Work task: Word for word, give again the lines of the material below, from the one holding "Turn all roads" to the last, with nothing added.

[[ Material for this task open ]]

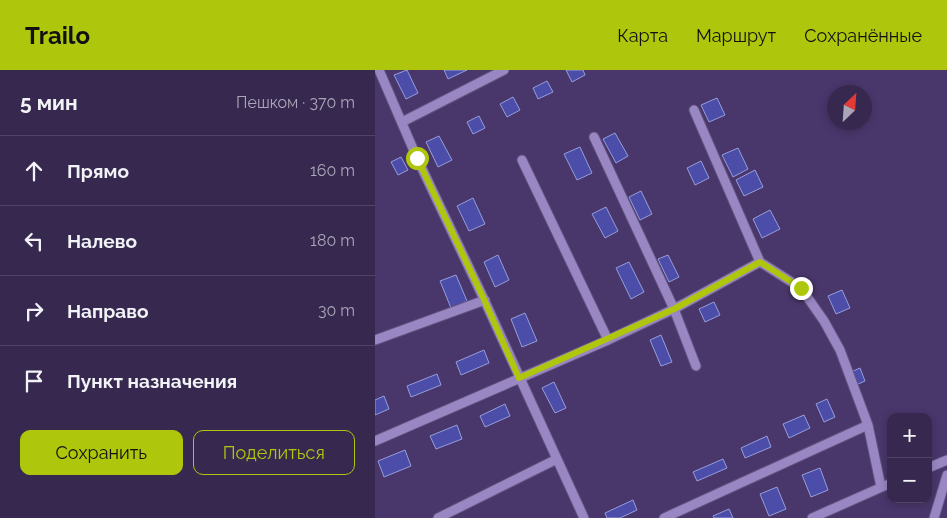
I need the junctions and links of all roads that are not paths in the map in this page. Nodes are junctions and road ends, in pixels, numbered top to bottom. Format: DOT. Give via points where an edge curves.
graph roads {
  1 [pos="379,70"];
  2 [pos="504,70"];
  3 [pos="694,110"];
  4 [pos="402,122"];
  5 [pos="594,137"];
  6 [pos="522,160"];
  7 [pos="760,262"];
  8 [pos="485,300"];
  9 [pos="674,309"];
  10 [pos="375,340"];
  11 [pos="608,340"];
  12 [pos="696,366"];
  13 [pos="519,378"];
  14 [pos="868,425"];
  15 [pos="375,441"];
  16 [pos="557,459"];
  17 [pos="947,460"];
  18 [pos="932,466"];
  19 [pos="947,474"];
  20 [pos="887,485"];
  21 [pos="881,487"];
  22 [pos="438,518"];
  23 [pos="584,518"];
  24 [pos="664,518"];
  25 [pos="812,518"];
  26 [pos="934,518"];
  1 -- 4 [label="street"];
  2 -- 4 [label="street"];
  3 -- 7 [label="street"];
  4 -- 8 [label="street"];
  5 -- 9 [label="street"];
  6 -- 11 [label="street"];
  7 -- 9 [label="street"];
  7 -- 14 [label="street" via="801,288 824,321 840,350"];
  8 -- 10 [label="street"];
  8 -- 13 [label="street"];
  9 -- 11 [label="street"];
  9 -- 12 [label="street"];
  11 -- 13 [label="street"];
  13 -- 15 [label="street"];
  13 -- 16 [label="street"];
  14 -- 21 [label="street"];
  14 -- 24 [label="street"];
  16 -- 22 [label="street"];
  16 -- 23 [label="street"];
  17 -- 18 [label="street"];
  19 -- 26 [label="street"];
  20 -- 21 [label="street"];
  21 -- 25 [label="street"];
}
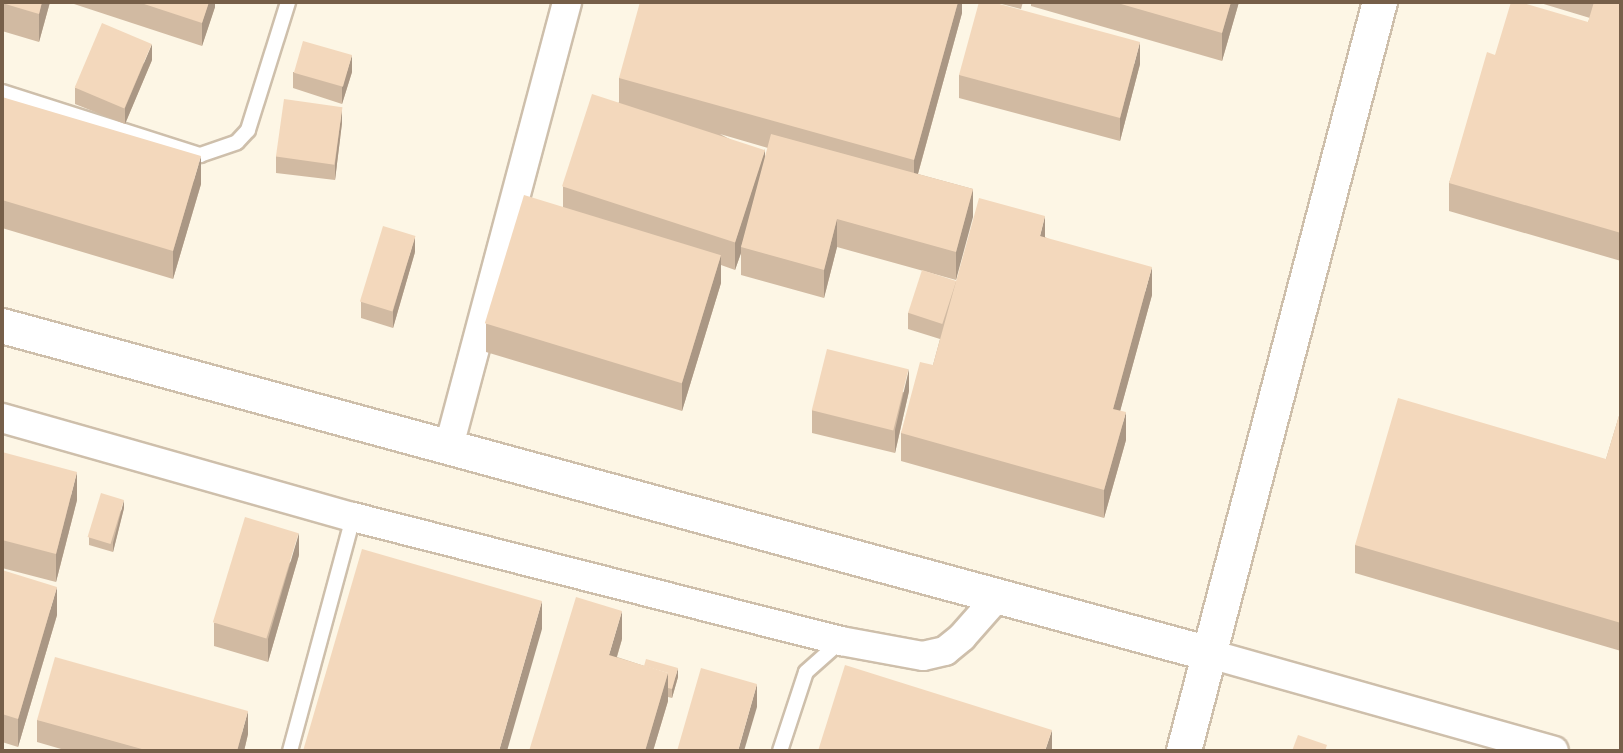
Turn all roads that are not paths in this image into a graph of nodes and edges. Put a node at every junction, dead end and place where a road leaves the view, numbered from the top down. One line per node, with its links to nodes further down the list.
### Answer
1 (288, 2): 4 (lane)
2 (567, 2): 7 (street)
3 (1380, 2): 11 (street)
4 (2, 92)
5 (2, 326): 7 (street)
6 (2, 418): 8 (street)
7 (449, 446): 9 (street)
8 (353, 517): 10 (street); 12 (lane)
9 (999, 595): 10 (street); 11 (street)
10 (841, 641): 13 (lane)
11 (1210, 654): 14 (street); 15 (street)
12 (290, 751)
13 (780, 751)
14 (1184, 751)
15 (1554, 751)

[[ Material for this task closed ]]

Answer to the problem:
Turn all roads that are not paths in this image into a graph of nodes and edges. Put a node at every junction, dead end and place where a road leaves the view, numbered from the top down. One line per node, with its links to nodes further down the list.
### Answer
1 (288, 2): 4 (lane)
2 (567, 2): 7 (street)
3 (1380, 2): 11 (street)
4 (2, 92)
5 (2, 326): 7 (street)
6 (2, 418): 8 (street)
7 (449, 446): 9 (street)
8 (353, 517): 10 (street); 12 (lane)
9 (999, 595): 10 (street); 11 (street)
10 (841, 641): 13 (lane)
11 (1210, 654): 14 (street); 15 (street)
12 (290, 751)
13 (780, 751)
14 (1184, 751)
15 (1554, 751)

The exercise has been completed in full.